• (BEGIN VIDEO CLIP MONTAGE)

    REP. ALAN GRAYSON, D-FLA.: The Fox News and the Republican collaborators are the enemy of America.

    GRAYSON: Die quickly.

    GRAYSON: People come on the air, they insult them as they did me. They cut off their mics as they did me. They shout at them and interrupt them as they did me.

    GRAYSON: The Republicans want you to die quickly.

    GRAYSON: They even curse at them as they did me.

    GRAYSON: This lobbyist, this K Street whore.

    GRAYSON: Fox News and The National Enquirer are basically interchangeable.

    (END VIDEO MONTAGE)

    All right, I've had enough. I keep hearing this. I'd ignore it otherwise, but I've had enough.

    I think I know why Alan Grayson hates Fox News. It's not about Fox; it's about me.

    Really.

    These wacky tirades of his have nothing to do with whether we're not fair, but whether in one interview, in particular, the good congressman was remotely informed.

    Take a look — this is why Alan Grayson hates Fox:

    (BEGIN VIDEO CLIP FROM 'CAVUTO' INTERVIEW ON MARCH 31, 2009)

    GRAYSON: This bill only talks about unreasonable compensation.

    CAVUTO: Who's defining unreasonable?

    (CROSSTALK)

    GRAYSON: Seriously, Neil, are any secretaries getting million-dollar bonuses. If so, please let me know.

    CAVUTO: So then state it. State it. What is unreasonable to you? Tell me now. What is unreasonable?

    GRAYSON: If you get a $10 million bonus for destroying your company and putting the whole U.S. economy at risk, that's unreasonable to me and that's what this bill prevents.

    CAVUTO: OK, you know what I would agree. If you are getting that money and you brought the company under, I'd sign onto this thing with you, Congressman.

    GRAYSON: That's what this bill does.

    CAVUTO: Wait, did you mention this $10 million thing in this bill?

    GRAYSON: What do you mean, by number?

    CAVUTO: Yeah.

    GRAYSON: No, because that would say that $9,999,999 is OK. And we're not saying it's OK.

    CAVUTO: Did you give a range. Congressman, is there a range in this?

    GRAYSON: No, the secretary of the Treasury is going to establish the ranges.

    CAVUTO: But do you see where this is going, Congressman? I know your intentions are good. But what you're doing here is putting Congress in the role of determining what is OK and what is not OK. What compensation is excessive and what compensation isn't. Who's to say this $10 million figure…

    GRAYSON: That's just wrong Neil.

    CAVUTO: Well, you didn't even give me a range!

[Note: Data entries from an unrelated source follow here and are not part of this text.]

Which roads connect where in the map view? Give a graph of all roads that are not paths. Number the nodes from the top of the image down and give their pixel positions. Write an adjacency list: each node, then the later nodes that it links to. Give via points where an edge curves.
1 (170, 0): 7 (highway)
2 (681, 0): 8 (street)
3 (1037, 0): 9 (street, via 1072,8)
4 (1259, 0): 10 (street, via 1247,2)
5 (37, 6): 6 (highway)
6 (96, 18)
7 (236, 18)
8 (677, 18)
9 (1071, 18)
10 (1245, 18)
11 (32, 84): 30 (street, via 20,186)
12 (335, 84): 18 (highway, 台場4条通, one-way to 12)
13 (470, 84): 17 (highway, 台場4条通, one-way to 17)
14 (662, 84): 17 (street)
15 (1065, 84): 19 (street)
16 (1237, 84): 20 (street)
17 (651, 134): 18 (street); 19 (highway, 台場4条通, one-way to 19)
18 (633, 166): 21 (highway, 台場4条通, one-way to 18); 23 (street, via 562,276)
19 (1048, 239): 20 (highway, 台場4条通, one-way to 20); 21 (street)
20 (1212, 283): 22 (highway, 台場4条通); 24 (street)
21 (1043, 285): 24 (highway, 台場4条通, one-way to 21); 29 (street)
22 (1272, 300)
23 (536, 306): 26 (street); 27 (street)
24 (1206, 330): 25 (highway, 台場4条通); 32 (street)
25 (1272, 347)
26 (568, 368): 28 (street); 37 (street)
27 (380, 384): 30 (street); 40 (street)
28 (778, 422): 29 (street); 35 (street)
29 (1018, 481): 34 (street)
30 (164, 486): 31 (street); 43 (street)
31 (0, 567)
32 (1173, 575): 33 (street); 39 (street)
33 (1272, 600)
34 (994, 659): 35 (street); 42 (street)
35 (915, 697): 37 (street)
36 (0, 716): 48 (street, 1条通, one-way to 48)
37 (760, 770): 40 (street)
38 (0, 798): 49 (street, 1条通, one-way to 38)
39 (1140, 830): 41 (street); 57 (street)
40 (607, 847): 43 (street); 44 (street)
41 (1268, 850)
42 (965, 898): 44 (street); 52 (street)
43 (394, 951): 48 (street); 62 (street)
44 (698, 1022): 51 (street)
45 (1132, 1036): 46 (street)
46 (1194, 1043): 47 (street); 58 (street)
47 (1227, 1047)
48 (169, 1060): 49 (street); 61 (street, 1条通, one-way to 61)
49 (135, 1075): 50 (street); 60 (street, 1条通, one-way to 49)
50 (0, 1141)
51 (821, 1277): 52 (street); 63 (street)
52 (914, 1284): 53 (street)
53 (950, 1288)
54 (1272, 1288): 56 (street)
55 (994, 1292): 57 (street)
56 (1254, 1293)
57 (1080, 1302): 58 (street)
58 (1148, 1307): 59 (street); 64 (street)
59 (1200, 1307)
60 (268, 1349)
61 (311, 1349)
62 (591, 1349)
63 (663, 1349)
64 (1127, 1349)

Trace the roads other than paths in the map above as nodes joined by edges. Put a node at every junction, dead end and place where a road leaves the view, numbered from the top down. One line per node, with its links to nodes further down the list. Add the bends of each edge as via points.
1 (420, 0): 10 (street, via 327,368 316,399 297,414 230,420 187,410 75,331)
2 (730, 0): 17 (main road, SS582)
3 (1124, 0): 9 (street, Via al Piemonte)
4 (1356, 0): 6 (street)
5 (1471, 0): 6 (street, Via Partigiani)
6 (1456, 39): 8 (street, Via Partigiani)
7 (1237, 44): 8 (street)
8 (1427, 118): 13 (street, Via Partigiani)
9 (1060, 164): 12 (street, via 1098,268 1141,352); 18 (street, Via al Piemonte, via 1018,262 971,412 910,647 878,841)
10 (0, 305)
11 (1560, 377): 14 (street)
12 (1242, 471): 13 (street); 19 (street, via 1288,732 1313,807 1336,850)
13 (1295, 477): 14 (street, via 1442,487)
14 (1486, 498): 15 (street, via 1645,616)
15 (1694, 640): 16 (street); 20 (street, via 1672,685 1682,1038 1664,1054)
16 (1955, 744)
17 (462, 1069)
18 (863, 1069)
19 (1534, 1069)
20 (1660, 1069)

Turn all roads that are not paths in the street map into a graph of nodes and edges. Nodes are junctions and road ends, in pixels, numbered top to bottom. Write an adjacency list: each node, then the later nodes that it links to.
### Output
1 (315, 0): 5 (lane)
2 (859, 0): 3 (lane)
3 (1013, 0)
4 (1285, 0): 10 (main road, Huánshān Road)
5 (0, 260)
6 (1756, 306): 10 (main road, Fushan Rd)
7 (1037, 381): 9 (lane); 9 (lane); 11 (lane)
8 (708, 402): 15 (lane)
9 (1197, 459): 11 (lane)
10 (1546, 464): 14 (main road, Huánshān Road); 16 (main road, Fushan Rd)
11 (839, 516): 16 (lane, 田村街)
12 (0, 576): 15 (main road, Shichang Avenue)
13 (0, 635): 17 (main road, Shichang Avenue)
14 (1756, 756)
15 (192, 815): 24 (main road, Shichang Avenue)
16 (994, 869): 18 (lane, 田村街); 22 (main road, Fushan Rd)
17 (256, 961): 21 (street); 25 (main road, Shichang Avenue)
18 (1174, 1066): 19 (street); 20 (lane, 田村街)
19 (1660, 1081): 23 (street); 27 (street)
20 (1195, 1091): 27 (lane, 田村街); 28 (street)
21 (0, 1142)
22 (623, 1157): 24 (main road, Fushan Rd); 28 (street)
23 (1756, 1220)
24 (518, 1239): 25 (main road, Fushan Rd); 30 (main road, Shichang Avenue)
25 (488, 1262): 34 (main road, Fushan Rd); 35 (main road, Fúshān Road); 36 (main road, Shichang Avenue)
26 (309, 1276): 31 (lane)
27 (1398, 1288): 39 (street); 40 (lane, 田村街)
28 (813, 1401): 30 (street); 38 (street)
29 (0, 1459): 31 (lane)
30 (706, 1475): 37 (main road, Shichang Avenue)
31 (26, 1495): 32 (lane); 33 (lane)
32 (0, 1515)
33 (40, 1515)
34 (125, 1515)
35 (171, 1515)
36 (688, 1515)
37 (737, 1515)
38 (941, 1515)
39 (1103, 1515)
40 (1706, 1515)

    GRAYSON: Neil, that's just wrong. We can punish bad people without punishing good people. That's what the law does every single day. And that's what this law does.

    CAVUTO: You're not even telling me what this law includes, Congressman.

    GRAYSON: No, I think I did.

    CAVUTO: No you didn't. You didn't give me a level and number, that's all I'm asking.

    GRAYSON: Well that's for the secretary of the Treasury to do. We have separation of powers, Neil, we have a Constitution.

    CAVUTO: I know, Congressman, but you're giving him carte blanche powers and you're not even defining what those ranges for those powers are. I think as taxpayers we have a right to know what we're writing off on.

    GRAYSON: No, you're wrong Neil. No, we set the general rules. The executive branch executes on them. That's how the Constitution works.

    CAVUTO: But in the general rules, you're leaving it up to the Treasury to decide what are adequate compensation levels for everyone at that federally rescued company.